Optimizing ML Model for Promotion Selection
A leading multinational corporation is facing the challenge of efficiently identifying suitable candidates for promotion, specifically targeting positions from managers and below across the organization. The existing procedure involves initially pinpointing potential candidates based on recommendations and past performance. The selected individuals undergo distinct training and evaluation programs tailored to the skill requirements of each department. After the program is completed, promotions are determined by factors such as training performance, key performance indicator (KPI) completion (with a threshold of over 60% completion), and other relevant criteria.

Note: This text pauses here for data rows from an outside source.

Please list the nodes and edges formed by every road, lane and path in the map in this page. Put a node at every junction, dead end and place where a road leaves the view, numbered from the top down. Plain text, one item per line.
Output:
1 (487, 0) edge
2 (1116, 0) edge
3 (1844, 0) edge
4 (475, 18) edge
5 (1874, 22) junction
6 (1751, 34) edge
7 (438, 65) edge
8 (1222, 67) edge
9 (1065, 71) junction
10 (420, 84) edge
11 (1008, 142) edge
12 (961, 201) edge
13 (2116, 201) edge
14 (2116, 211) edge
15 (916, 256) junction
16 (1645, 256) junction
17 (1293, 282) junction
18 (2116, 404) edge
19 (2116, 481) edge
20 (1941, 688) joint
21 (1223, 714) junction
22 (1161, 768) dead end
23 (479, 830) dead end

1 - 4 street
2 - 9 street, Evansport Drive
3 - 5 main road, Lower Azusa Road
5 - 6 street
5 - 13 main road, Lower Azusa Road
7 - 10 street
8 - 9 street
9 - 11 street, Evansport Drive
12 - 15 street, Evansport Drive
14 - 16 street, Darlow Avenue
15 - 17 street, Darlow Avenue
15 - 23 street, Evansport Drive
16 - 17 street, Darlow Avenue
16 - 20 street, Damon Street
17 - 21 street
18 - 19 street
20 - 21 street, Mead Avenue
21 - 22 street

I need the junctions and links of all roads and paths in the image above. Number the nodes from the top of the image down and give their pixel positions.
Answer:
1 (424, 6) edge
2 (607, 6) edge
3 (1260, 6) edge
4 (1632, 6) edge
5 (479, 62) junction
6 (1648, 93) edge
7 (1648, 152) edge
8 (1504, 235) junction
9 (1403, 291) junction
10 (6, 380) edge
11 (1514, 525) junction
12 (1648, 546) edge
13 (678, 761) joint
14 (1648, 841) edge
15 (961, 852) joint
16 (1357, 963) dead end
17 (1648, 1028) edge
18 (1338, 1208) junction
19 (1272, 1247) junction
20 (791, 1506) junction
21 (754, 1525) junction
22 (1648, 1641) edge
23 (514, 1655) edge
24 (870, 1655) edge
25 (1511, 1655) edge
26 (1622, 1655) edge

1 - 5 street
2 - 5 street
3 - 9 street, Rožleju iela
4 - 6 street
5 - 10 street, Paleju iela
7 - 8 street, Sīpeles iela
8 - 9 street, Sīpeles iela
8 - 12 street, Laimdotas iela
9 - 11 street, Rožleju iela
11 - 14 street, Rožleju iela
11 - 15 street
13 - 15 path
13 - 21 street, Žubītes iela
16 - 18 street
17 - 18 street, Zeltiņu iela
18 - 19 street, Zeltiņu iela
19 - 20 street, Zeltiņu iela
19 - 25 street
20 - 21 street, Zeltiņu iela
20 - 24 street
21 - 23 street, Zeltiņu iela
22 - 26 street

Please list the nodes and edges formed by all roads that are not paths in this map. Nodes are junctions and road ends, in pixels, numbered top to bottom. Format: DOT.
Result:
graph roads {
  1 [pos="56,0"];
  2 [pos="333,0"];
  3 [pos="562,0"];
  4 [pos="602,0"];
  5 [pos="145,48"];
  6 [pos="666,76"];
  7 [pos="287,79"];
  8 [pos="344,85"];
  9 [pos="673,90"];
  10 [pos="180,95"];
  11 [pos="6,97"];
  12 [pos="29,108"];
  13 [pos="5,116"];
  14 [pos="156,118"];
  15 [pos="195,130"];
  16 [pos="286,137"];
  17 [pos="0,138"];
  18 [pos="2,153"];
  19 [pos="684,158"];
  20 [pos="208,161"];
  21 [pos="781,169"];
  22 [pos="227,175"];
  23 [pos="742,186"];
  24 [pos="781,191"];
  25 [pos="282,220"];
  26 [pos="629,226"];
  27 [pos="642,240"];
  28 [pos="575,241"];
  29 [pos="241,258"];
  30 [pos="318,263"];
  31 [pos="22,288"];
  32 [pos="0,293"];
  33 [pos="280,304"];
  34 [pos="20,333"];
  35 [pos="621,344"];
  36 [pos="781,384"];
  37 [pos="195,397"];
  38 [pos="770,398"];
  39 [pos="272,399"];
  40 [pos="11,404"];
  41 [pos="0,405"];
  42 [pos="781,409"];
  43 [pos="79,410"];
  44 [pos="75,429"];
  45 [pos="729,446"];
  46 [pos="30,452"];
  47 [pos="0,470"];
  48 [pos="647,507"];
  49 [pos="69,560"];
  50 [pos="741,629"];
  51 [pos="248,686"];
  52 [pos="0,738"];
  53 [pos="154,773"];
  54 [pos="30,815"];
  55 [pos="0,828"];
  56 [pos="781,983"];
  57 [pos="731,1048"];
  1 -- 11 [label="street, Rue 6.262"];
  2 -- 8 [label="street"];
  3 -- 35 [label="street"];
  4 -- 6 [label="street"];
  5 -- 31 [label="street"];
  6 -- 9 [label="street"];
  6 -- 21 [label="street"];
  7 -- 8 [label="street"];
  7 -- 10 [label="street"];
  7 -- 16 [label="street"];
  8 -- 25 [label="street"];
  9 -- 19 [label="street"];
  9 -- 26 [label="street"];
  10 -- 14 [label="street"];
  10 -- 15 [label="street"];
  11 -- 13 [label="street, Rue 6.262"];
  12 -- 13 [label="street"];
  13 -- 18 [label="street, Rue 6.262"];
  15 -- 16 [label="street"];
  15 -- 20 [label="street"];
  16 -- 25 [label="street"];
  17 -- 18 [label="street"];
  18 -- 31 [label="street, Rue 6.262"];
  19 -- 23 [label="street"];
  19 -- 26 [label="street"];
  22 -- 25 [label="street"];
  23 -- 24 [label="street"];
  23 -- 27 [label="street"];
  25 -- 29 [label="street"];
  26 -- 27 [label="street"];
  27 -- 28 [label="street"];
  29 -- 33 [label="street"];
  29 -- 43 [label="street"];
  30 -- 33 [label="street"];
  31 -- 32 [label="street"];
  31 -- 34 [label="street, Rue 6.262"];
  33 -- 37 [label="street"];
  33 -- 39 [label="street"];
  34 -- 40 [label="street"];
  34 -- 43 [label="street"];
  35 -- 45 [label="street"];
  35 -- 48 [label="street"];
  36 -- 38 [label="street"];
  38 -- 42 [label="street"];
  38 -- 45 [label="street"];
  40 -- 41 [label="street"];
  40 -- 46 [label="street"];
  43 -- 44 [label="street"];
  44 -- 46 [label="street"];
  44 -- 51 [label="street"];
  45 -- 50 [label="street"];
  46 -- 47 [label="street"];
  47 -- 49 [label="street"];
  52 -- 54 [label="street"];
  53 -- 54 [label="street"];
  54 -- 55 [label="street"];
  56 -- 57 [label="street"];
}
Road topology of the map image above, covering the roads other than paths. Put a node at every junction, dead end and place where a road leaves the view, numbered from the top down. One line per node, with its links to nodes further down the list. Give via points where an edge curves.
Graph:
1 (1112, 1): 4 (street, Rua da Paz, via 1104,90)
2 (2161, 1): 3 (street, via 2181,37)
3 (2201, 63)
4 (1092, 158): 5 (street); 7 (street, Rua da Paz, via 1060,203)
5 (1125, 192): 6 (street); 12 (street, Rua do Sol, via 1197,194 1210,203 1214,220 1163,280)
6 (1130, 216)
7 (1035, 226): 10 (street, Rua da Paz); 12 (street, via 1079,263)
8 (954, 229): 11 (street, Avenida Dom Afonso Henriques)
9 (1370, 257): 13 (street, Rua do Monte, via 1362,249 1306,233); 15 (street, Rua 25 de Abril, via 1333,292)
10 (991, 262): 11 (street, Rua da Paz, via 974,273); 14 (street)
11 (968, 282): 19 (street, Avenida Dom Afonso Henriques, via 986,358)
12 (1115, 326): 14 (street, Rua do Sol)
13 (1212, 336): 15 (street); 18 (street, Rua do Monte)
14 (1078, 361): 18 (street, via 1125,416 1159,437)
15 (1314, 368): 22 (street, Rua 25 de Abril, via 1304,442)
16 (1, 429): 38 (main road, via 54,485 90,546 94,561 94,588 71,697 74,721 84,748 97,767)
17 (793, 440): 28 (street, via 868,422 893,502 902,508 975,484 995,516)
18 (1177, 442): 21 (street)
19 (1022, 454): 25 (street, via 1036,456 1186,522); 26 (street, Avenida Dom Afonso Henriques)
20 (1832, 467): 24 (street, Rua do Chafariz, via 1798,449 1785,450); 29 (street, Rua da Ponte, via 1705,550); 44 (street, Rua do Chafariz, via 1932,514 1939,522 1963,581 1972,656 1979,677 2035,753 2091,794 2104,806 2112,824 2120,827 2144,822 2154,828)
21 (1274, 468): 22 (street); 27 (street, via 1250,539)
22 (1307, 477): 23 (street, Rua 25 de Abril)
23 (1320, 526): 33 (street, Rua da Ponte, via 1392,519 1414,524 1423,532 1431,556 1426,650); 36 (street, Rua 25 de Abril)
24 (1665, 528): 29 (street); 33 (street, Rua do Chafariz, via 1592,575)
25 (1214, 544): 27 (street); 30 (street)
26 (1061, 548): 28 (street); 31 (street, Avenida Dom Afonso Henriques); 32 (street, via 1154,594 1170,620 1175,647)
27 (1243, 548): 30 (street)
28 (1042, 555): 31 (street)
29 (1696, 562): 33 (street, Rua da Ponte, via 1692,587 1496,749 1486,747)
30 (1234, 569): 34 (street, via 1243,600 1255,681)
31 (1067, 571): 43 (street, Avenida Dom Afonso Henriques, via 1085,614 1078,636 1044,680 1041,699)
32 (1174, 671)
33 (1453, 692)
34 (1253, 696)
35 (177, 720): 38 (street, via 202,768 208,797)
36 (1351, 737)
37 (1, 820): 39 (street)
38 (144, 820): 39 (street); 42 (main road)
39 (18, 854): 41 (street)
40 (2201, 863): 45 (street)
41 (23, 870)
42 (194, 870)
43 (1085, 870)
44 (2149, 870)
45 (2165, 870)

However, the current process delays the announcement of promotions until after the comprehensive evaluation, delaying a seamless transition to new roles.
In this project, we’ll create and improve the ML model’s performance in identifying the right people for promotion. We’ll improve the current promotion identification system for managerial and lower-level positions within the client’s multinational organization. We’ll utilize data science tools like pandas to load and analyze the dataset to discover the insights presented. Additionally, we’ll implement the ML algorithm using the scikit-learn library and optimization techniques using scikit-optimize to create the best ML model that can accurately identify the eligible candidates for promotion.
This optimized ML model will facilitate a quicker identification and more efficient transition for selected individuals into their new roles across different parts of the organization.